Winely is helping winemakers create the perfect drop with their real-time fermentation analysis technology. We’ve been helping Winely train the team they need to take the technology to the world.
At a glance
- By providing real-time fermentation analysis technology to the wine industry, Winely is helping winemakers make more informed decisions and solving a long-standing industry problem in the meantime.
- Callaghan Innovation’s support not only helped bring Winely’s technology to life, but also grow their technical team, and stay New Zealand based.
- Winely is working with some of the best wineries across the world, helping them save on average around $200,000 a year through reduced labour and improved quality control.
Our Callaghan Innovation support solidifies our need and desire to be New Zealand-based. We were able to justify our position to remain in New Zealand, despite some pressure from offshore investors, due to the R&D support that exists here.
- Abbe Hyde, founder and CTO, Winely
An age-old problem for winemakers
Winemakers, explains Winely CEO, Jacob Manning, are scientists and engineers. And the truly epic ones are also great artists – “they’re like da Vinci,” he says.
But in their artistic endeavours, their desire to ferment their wine and create the best wine possible, winemakers have forever had to battle with manual processes and working with outdated, inaccessible data.
Throughout the fermentation process, where grape juice is turned into alcohol, winemakers have to draw daily samples and send them off for lab analysis before any adjustments can be made. In the meantime however, the ferment has already moved on. The winemaker could have missed the opportunity to adjust something, with entire tanks sometimes lost due to the lag.
Dunedin-based Winely’s innovative solution to this problem is real-time fermentation analysis technology. With sensors that sit in fermentation tanks, Winely then combines artificial intelligence and cloud-based software to analyse and report the data to the winemakers, all in real time.
Training technical talent with Callaghan Innovation’s support
Some initial technology, some crucial insight from winemakers, and a Callaghan Innovation grant later, and Manning alongside co-founder and CTO Abbe Hyde had the first iteration of Winely.
Over the years, a major challenge for Winely has been finding experienced staff, particularly technical winemakers, of which there are only a handful in New Zealand.
So the team instead decided to train their own talent, many of which have been students through Callaghan Innovation’s R&D Experience and Career Grants. Summer internships see students working on R&D projects, as well as helping to install the technology in the field.

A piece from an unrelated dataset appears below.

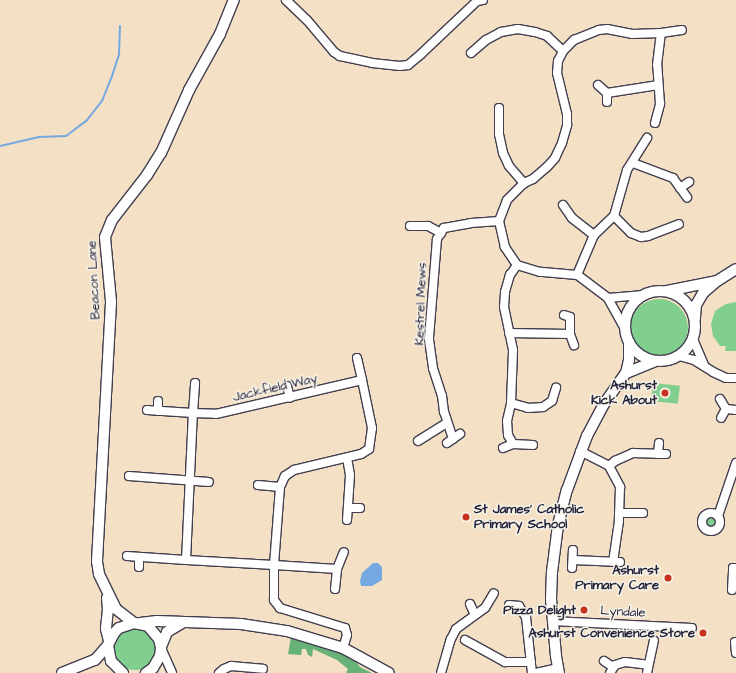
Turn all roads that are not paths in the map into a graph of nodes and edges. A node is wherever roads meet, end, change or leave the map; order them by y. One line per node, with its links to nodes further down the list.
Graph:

Some interns even go on to join Winely as full-time employees.
The taste of success
Having developed its technology alongside some of the world’s best winemakers in New Zealand, Australia, California and France (where it’s working with “the second most influential winery on the planet”), Winely’s technology is already proving its worth to wineries.
On average, Winely saves wineries around $200,000 a year through reduced labour and improved quality control. It also offers significant health and safety benefits, with staff no longer required to climb up scaffolds to retrieve samples from massive tanks containing powerful ferments.
Despite global appeal, and global investors, the Winely founders are committed to remaining in Dunedin.
“Our Callaghan Innovation support solidifies our need and desire to be New Zealand-based,” says Hyde. “We were able to justify our position to remain in New Zealand, despite some pressure from offshore investors, due to the R&D support that exists here.”
Manning says the business intends to grow its commercial team to offer its technology to wineries globally. But as fermentation analysis specialists, there is much larger potential to apply the technology beyond even the scope of the world’s 1 million wineries. With industries like alternative proteins and bioplastics emerging as a result of the need to address global resource and sustainability concerns, unlocking the fermentation process will open up a world of opportunity.